Выбрать главу

И тем не менее, после всех своих же доказательств Николай Павлович заявляет, что ни он, ни его супруга «ничего не знали», кроме некоторых намеков императрицы – матери Марии Феодоровны, упоминавшей «вскользь о каком-то акте отречения». После всего сказанного как-то трудно поверить, что Николай Павлович «ничего не знал», хотя это выражение и подчеркнуто автором «Восшествия».

Цепь доказательств о желании Александра I отречься при жизни (такое выражение не раз повторяется «Восшествием») заканчивается доказательствами, связанными с последними, роковыми датами:

«Весной 1825 года приехал в Петербург принц Оранский. Государь поверил и ему свое желание сойти с престола. Принц ужаснулся. В порыве пламенного сердца он старался доказать на словах, потом даже письменно, как пагубно было бы для России осуществление такого намерения. Александр выслушал все возражения и остался непреклонен…»

После этих слов в «Восшествии» многозначительное многоточие. С таким непреклонным намерением, думая только об отречении, а не о судьбе империи, 1 сентября 1825 года Александр прямо из Невской лавры и предпринял свое последнее путешествие в Таганрог.

Да последнее ли, невольно рождается у читателя вопрос? Да не отрекся ли он действительно при жизни, и не наступило ли в 1825 году это «лет через десять», срок его клятвы, данной еще в 1796 году?

Может быть, Александр сошел с престола живым, и Николай принял империю от живого брата и от живого императора?
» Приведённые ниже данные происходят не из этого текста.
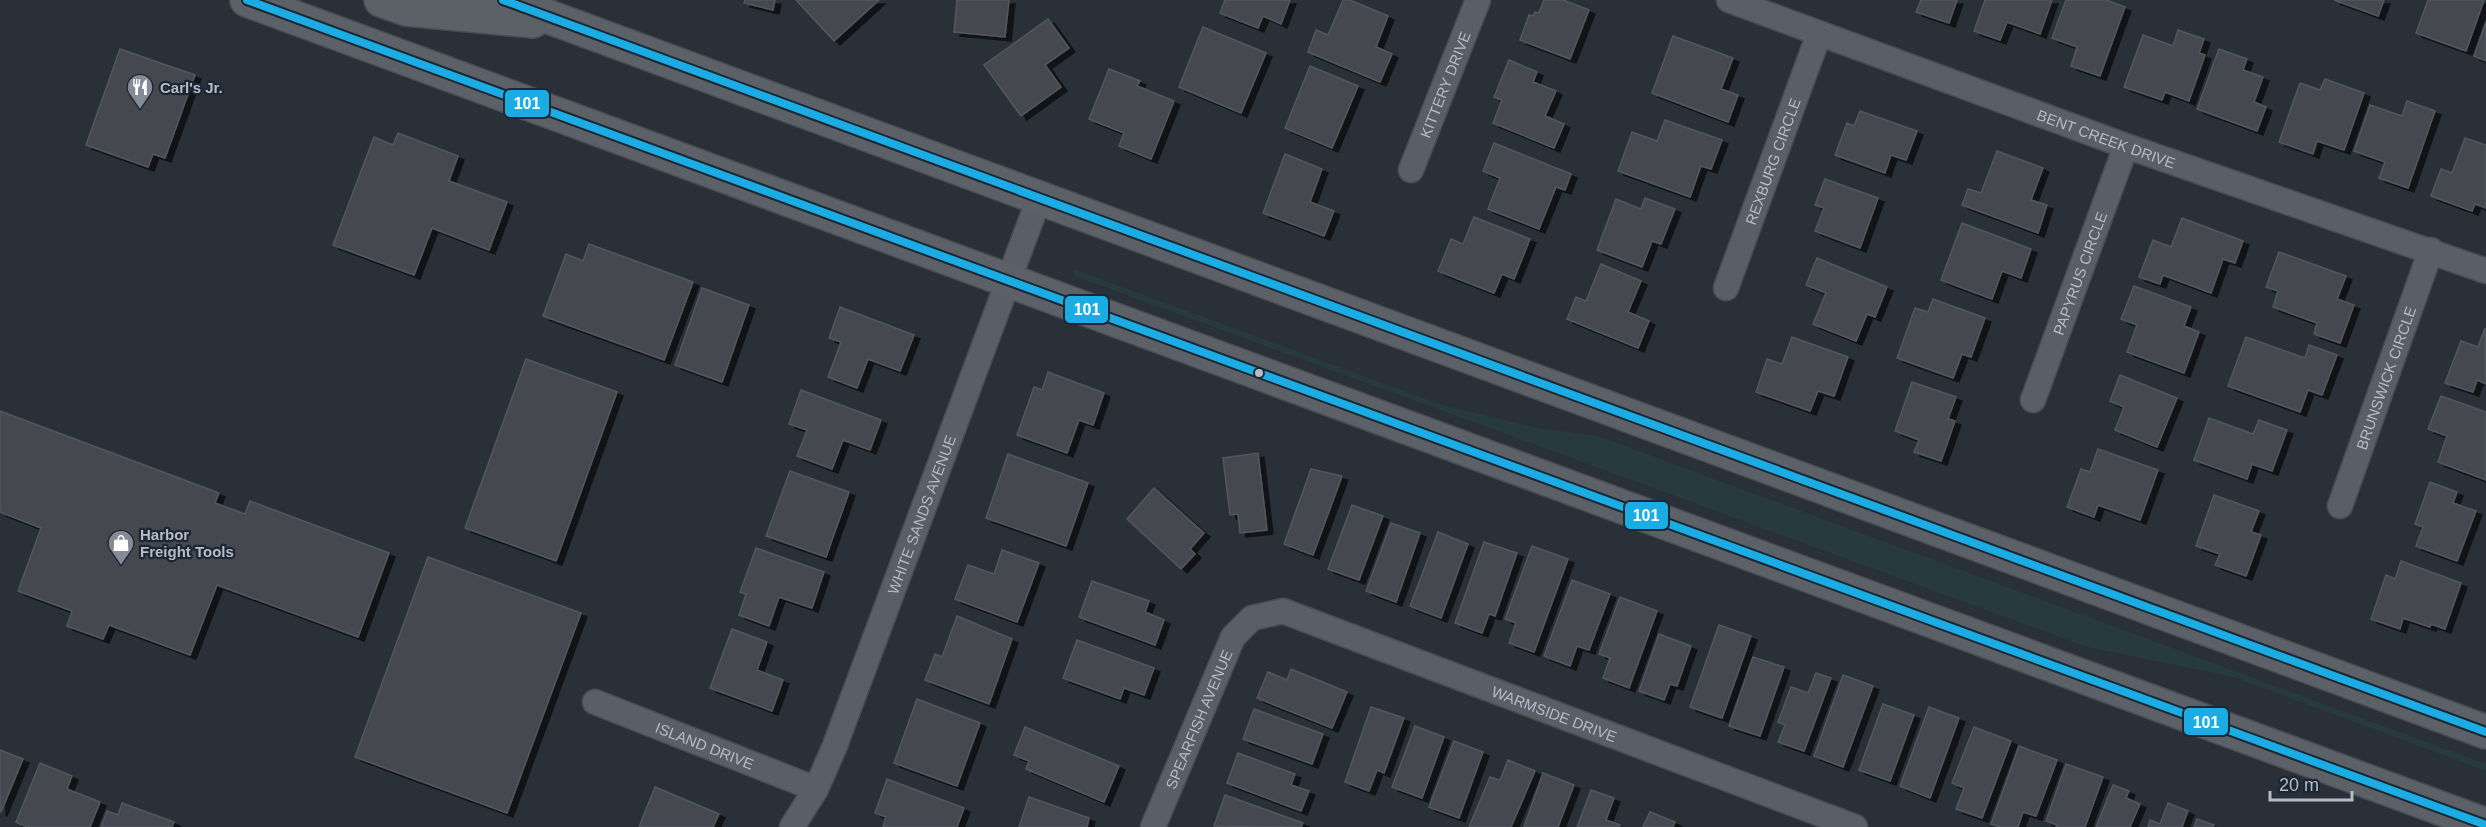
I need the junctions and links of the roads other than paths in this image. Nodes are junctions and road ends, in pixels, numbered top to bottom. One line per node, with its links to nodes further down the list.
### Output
1 (247, 0): 6 (main road)
2 (381, 0): 7 (main road)
3 (503, 0): 7 (main road)
4 (1478, 0): 10 (street, KITTERY DRIVE)
5 (1729, 0): 8 (street, BENT CREEK DRIVE)
6 (291, 7): 14 (main road)
7 (570, 25): 11 (main road)
8 (1819, 34): 9 (street, BENT CREEK DRIVE); 15 (street, REXBURG CIRCLE)
9 (2126, 146): 12 (street, BENT CREEK DRIVE); 16 (street, PAPYRUS CIRCLE)
10 (1412, 170)
11 (1040, 196): 14 (street, WHITE SANDS AVENUE); 20 (main road)
12 (2431, 250): 13 (street, BENT CREEK DRIVE); 17 (street, BRUNSWICK CIRCLE)
13 (2486, 271)
14 (1009, 280): 21 (street, WHITE SANDS AVENUE); 22 (main road)
15 (1726, 288)
16 (2033, 400)
17 (2340, 506)
18 (1252, 618): 24 (street, SPEARFISH AVENUE); 25 (street, WARMSIDE DRIVE)
19 (596, 702): 21 (street, ISLAND DRIVE)
20 (2486, 732)
21 (816, 789): 23 (street, WHITE SANDS AVENUE)
22 (2486, 825)
23 (792, 827)
24 (1154, 827)
25 (1855, 827)

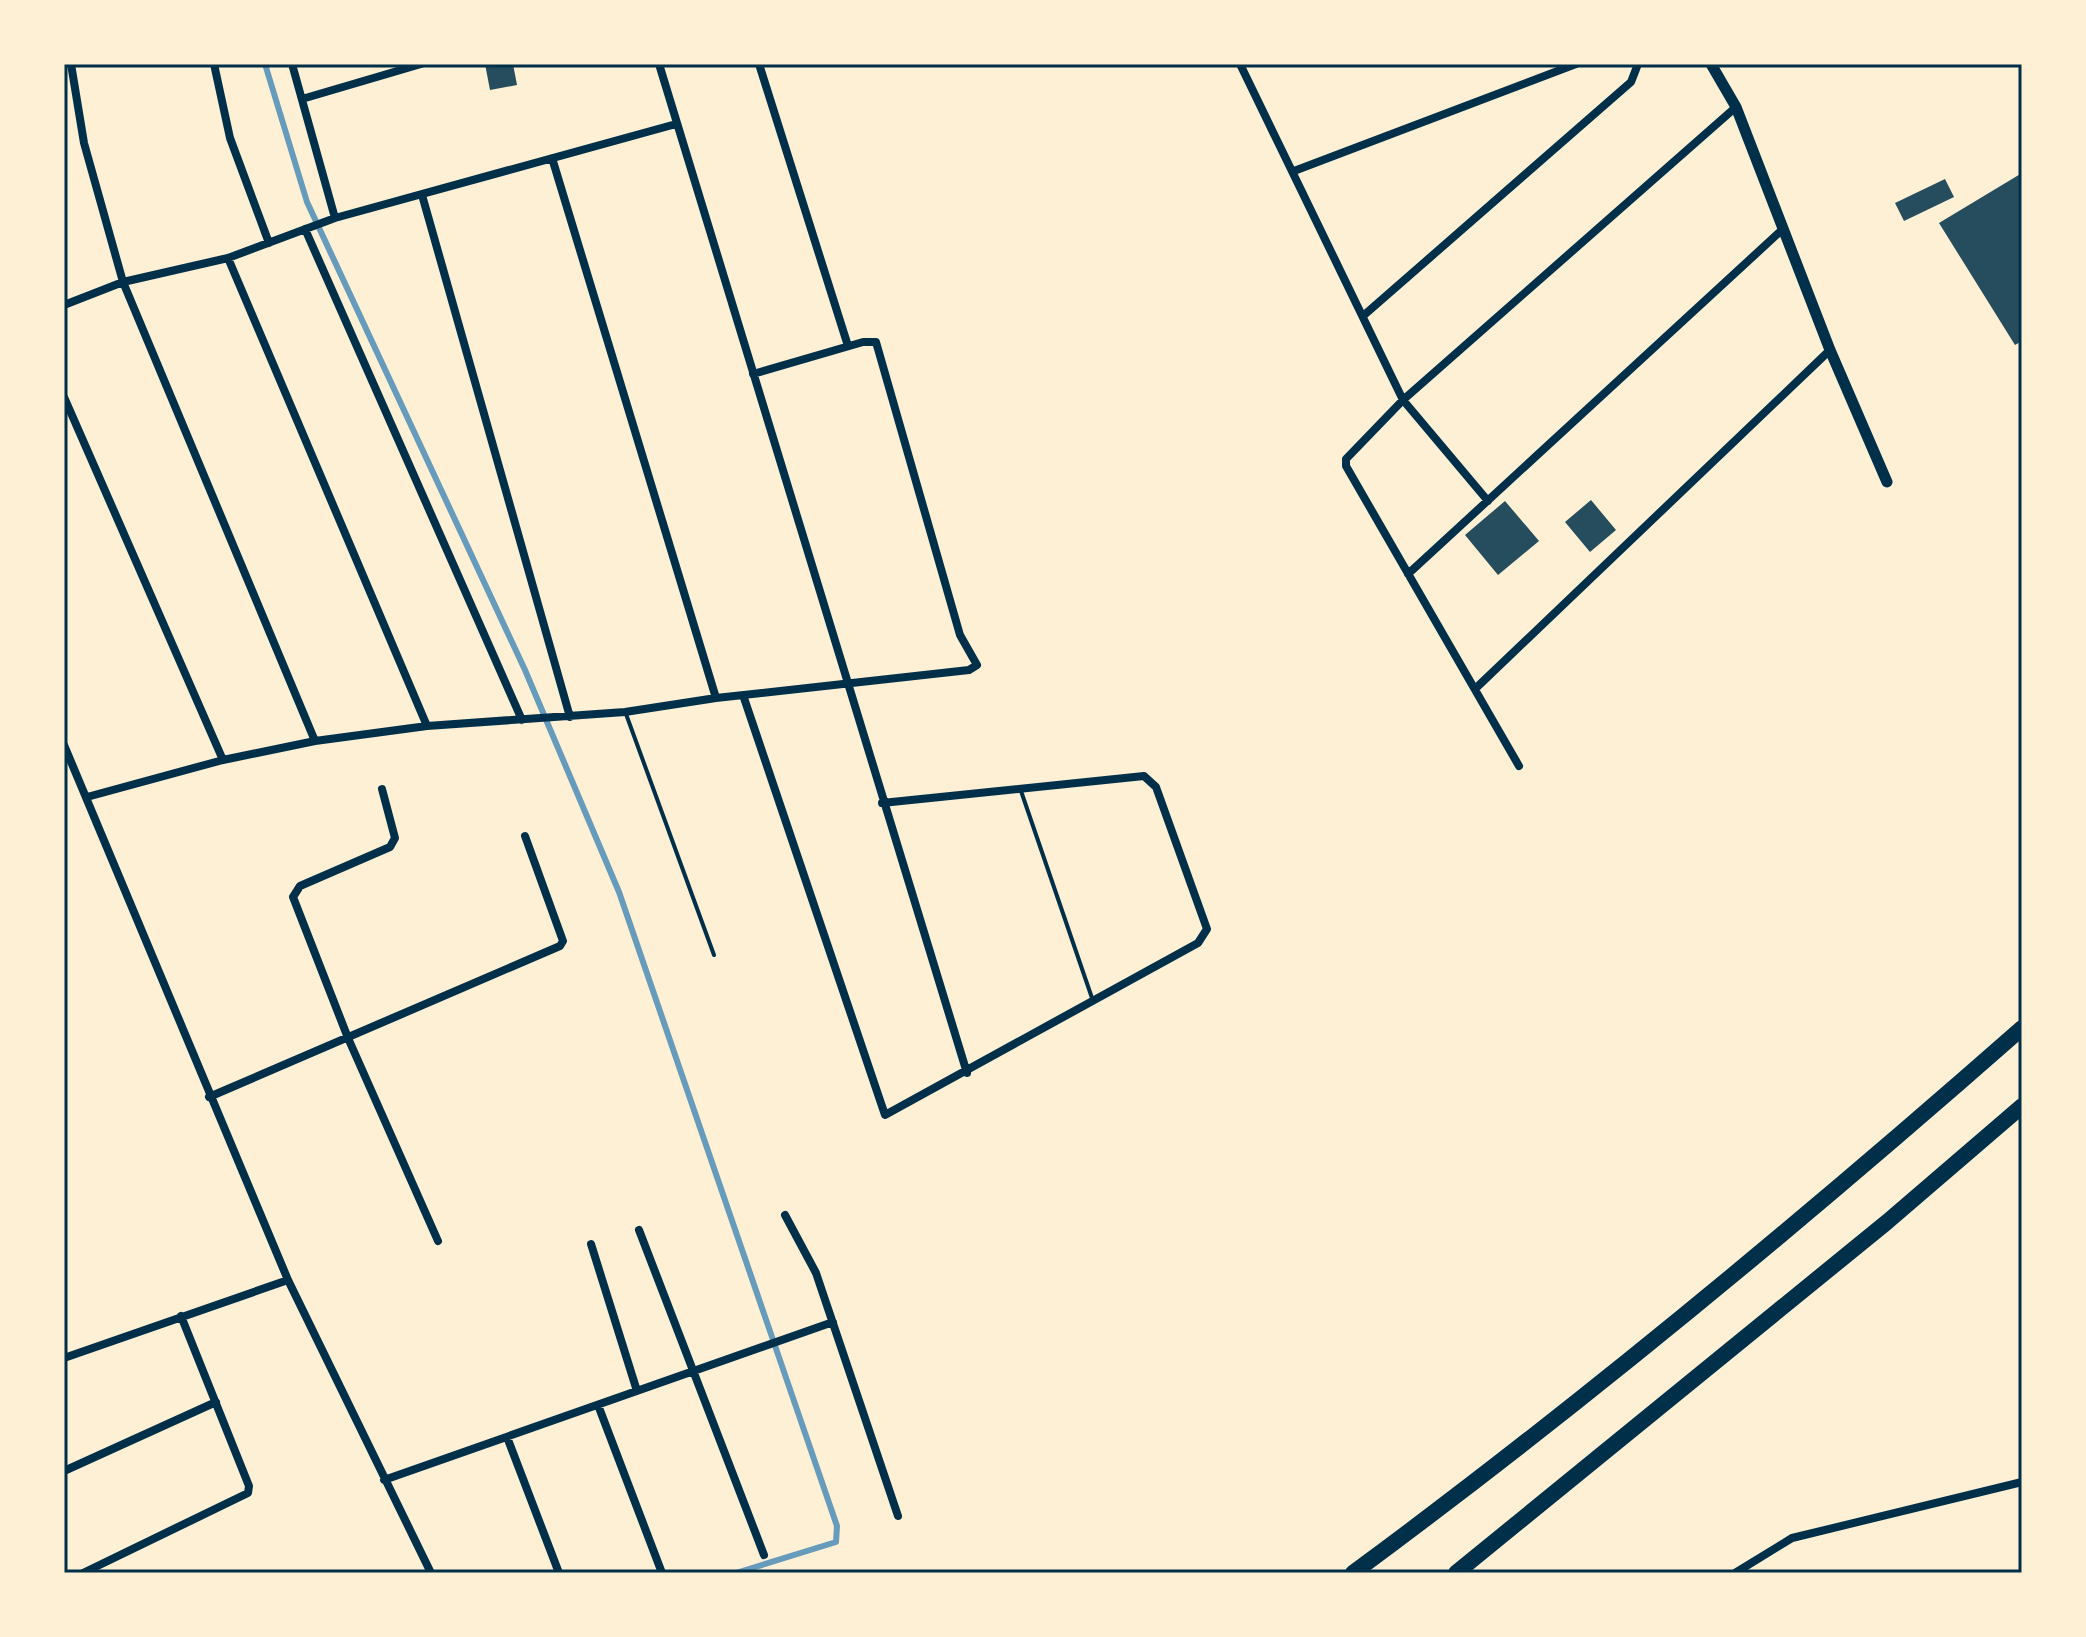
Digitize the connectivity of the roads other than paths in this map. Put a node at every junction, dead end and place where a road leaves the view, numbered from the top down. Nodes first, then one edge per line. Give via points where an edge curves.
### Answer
1 (71, 64) edge
2 (214, 64) edge
3 (292, 64) edge
4 (419, 64) edge
5 (659, 64) edge
6 (759, 64) edge
7 (1240, 64) edge
8 (1576, 64) edge
9 (1638, 64) edge
10 (1711, 64) edge
11 (302, 99) junction
12 (1736, 107) junction
13 (676, 124) junction
14 (552, 158) junction
15 (1294, 171) junction
16 (422, 195) junction
17 (335, 218) junction
18 (1784, 228) junction
19 (305, 229) junction
20 (269, 243) junction
21 (228, 258) junction
22 (123, 282) junction
23 (64, 305) edge
24 (1363, 316) junction
25 (848, 346) junction
26 (1830, 350) junction
27 (753, 374) junction
28 (64, 397) edge
29 (1403, 400) junction
30 (1887, 482) dead end
31 (1488, 501) junction
32 (1408, 574) junction
33 (848, 684) junction
34 (1475, 689) junction
35 (743, 695) junction
36 (716, 698) junction
37 (625, 712) junction
38 (570, 717) junction
39 (522, 720) junction
40 (427, 726) junction
41 (315, 741) junction
42 (64, 745) edge
43 (223, 760) junction
44 (1519, 766) dead end
45 (382, 789) dead end
46 (1020, 789) junction
47 (87, 797) junction
48 (882, 803) junction
49 (525, 836) dead end
50 (714, 955) dead end
51 (1093, 1002) junction
52 (2022, 1028) edge
53 (348, 1038) junction
54 (967, 1073) junction
55 (209, 1097) junction
56 (2022, 1106) edge
57 (785, 1215) dead end
58 (639, 1230) dead end
59 (438, 1241) dead end
60 (591, 1244) dead end
61 (288, 1280) junction
62 (181, 1316) junction
63 (833, 1322) junction
64 (64, 1358) edge
65 (692, 1372) junction
66 (637, 1391) junction
67 (216, 1402) junction
68 (598, 1405) junction
69 (507, 1437) junction
70 (64, 1471) edge
71 (384, 1480) junction
72 (2022, 1482) edge
73 (898, 1516) dead end
74 (764, 1555) dead end
75 (83, 1573) edge
76 (431, 1573) edge
77 (559, 1573) edge
78 (662, 1573) edge
79 (1353, 1573) edge
80 (1456, 1573) edge
81 (1735, 1573) edge

1 - 22 street via 84,143
2 - 20 street via 230,138
3 - 11 street
4 - 11 street
5 - 13 street
6 - 25 street
7 - 15 street
8 - 15 street
9 - 24 street via 1631,82
10 - 12 street
11 - 17 street
12 - 18 street
12 - 29 street
13 - 14 street
13 - 27 street
14 - 16 street
14 - 36 street
15 - 24 street
16 - 17 street
16 - 38 street
17 - 19 street
18 - 26 street
18 - 31 street
19 - 20 street
19 - 39 street
20 - 21 street
21 - 22 street
21 - 40 street
22 - 23 street
22 - 41 street
24 - 29 street
25 - 27 street
25 - 33 street via 876,342 960,635 977,665
26 - 30 street
26 - 34 street
27 - 33 street
28 - 43 street
29 - 31 street
29 - 32 street via 1350,452 1346,466
31 - 32 street
32 - 34 street
33 - 35 street
33 - 48 street
34 - 44 street
35 - 36 street
35 - 54 street via 881,1109 891,1115
36 - 37 street
37 - 38 street
37 - 50 lane
38 - 39 street
39 - 40 street
40 - 41 street
41 - 43 street
42 - 47 street
43 - 47 street
45 - 53 street via 395,838 390,847 300,886 293,897
46 - 48 street
46 - 51 lane
46 - 51 street via 1144,776 1151,780 1207,929 1198,943
47 - 55 street
48 - 54 street
49 - 53 street via 563,941 560,946
51 - 54 street
52 - 79 highway via 1811,1213 1544,1428
53 - 55 street
53 - 59 street
55 - 61 street
56 - 80 highway
57 - 63 street via 816,1273
58 - 65 street
60 - 66 street
61 - 62 street
61 - 71 street
62 - 64 street
62 - 67 street
63 - 65 street
63 - 73 street
65 - 66 street
65 - 74 street
66 - 68 street
67 - 70 street
67 - 75 street via 248,1493
68 - 69 street
68 - 78 street
69 - 71 street
69 - 77 street
71 - 76 street
72 - 81 street via 1792,1538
Читателя не покидает впечатление, что истина не высказана, а только полувысказана, что по каким-то немногим причинам истина об отречении живого императора могла быть заменена версией об его, так сказать, законной кончине и о принятии престола по его законному завещательному акту.

Странен этот секретный завещательный манифест Александра I, передающий права на престол брату Николаю. Манифест, рассказывает «Восшествие», «был составлен в непроницаемой тайне» в 1823 году. «Единственными ее хранителями Александр избрал графа Аракчеева, князя Голицына и московского митрополита Филарета». Почему-то никто из членов императорской семьи не был даже извещен об акте, указывающем быть наследником «второму брату нашему, великому князю Николаю Павловичу».

Но на конверте манифеста, если он действительно существовал в 1823 году, Александром было надписано: «Хранить в Успенском соборе с государственными актами до востребования моего, а в случае моей кончины открыть московскому епархиальному архиерею и московскому генерал-губернатору в Успенском соборе прежде всякого другого действия».

Мы не можем сомневаться, что секретный манифест, составленный митрополитом Филаретом, был действительно подписан Александром в 1823 году, но на многие сомнения наводят слова автора «Восшествия», что «истинный ключ к событиям исчез вместе с деятелями».

В Варшаве во второй половине ноября 1825 года, рассказывает «Восшествие», «приближенные начали замечать, что цесаревич Константин не в обыкновенном расположении духа и чрезвычайно мрачен».

В эти дни из Таганрога наезжало к цесаревичу несколько фельдъегерей. Цесаревич оживленно сносился с Таганрогом и первым в империи узнавал оттуда все новости. Первым он узнал и о таганрогской кончине: 25 ноября, раньше, чем в Петербурге и Москве, цесаревичем было получено от Волконского и Дибича известие о кончине императора Александра.

В тот же день он передал известие князю Михаилу Павловичу, гостившему в Варшаве, и подтвердил ему свое «непреложное намерение отказаться от престола».

В Таганроге, как утверждает «Восшествие», «ни один не знал, что права старшего брата в наследовании престола перенесены на второго» («ни один» – снова подчеркнуто автором «Восшествия»).

Между тем известно, что Александр 14 ноября принимал в Таганроге священника Алексея Федотова-Чеховского и причастился. Стало быть, и на исповеди он не высказал той своей воли, которая уже хранилась в ризнице Успенского собора, не сказал он ни разу о ней и императрице Елизавете Алексеевне, знавшей о намерении отречься еще с 1796 года, и Елизавета Алексеевна «в таком же неведении находилась».

Таганрог первым признал императором Константина. За Таганрогом – Петербург, куда известие дошло 27 ноября. Здесь уже не мог «ни один» не знать о воле Александра, здесь было и письмо 1822 года об отречении Константина, и Николай, помнящий о разговоре 1818 года, и «хранитель непроницаемой тайны» Голицын, сообщивший, по утверждению «Восшествия», Николаю Павловичу о секретном завещательном манифесте. Но Николай со всем этим почему-то не посчитался и принес присягу Константину.